Le dije que cuando lo abandoné
era casi un niño; un niño que nada sabía del mundo, de la vida en
el continuo trago de la derrota. Él, sin embargo, no quiso escuchar
ya nada y se limitó a encoger los hombros.
—Mañana es noche buena ¿verdad?
Pero ¿cómo dices que te llamas?
—Soy Agustín...
Agustín... el niño que vivió contigo. ¿Recuerdas
la noche en que me fui? Tú me abrazaste fuertemente hasta la última
campanada y me dijiste que estarías conmigo, por encima incluso de
los años. Tenías razón: siempre estuviste en mis pensamientos, en
mis angustias.
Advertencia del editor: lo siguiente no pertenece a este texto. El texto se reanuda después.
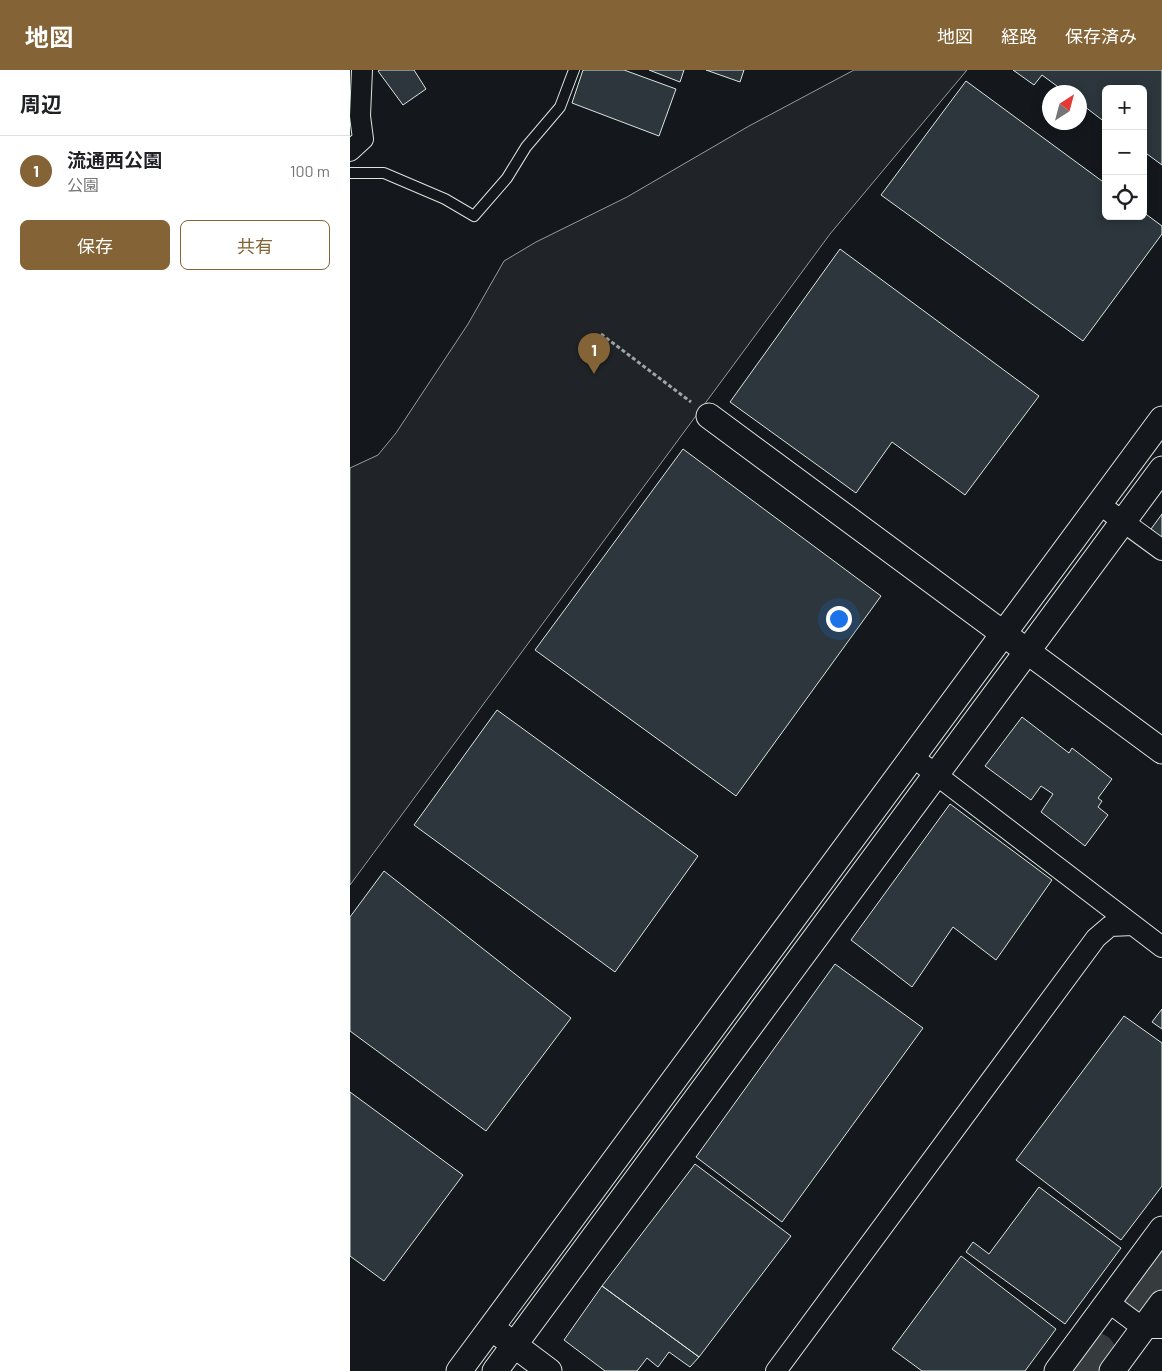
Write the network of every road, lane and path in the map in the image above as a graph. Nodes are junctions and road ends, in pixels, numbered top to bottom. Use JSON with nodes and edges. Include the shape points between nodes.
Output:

Y mira, he vuelto.
—¿Quién dices que eres? Recuerdo
que hace algunos años conocí a un niño que tiene, incluso, un poco
de ti. Era un niño muy alegre, pero no alcanzó a cruzar y fui yo quien
tuvo que levantarlo de mitad de la calle.
Su madre apareció tres días
después pero para esto ya lo habíamos enterrado. Su madre lloró, lloró
como nunca había visto llorar a una mujer. Se disculpó frente a su
ataúd, se arrodilló y le pidió perdón por su abandono para con él.
Pero bueno, ya para qué te
cuento. Yo igual. Lo supe desde el momento en que los vi entrar por
la puerta. Sus caras eran tan luminosas, sus ojos. ¿Ves aquellas fotografías?
Son mi esposa y mi hijo. Y yo ya estoy con ellos.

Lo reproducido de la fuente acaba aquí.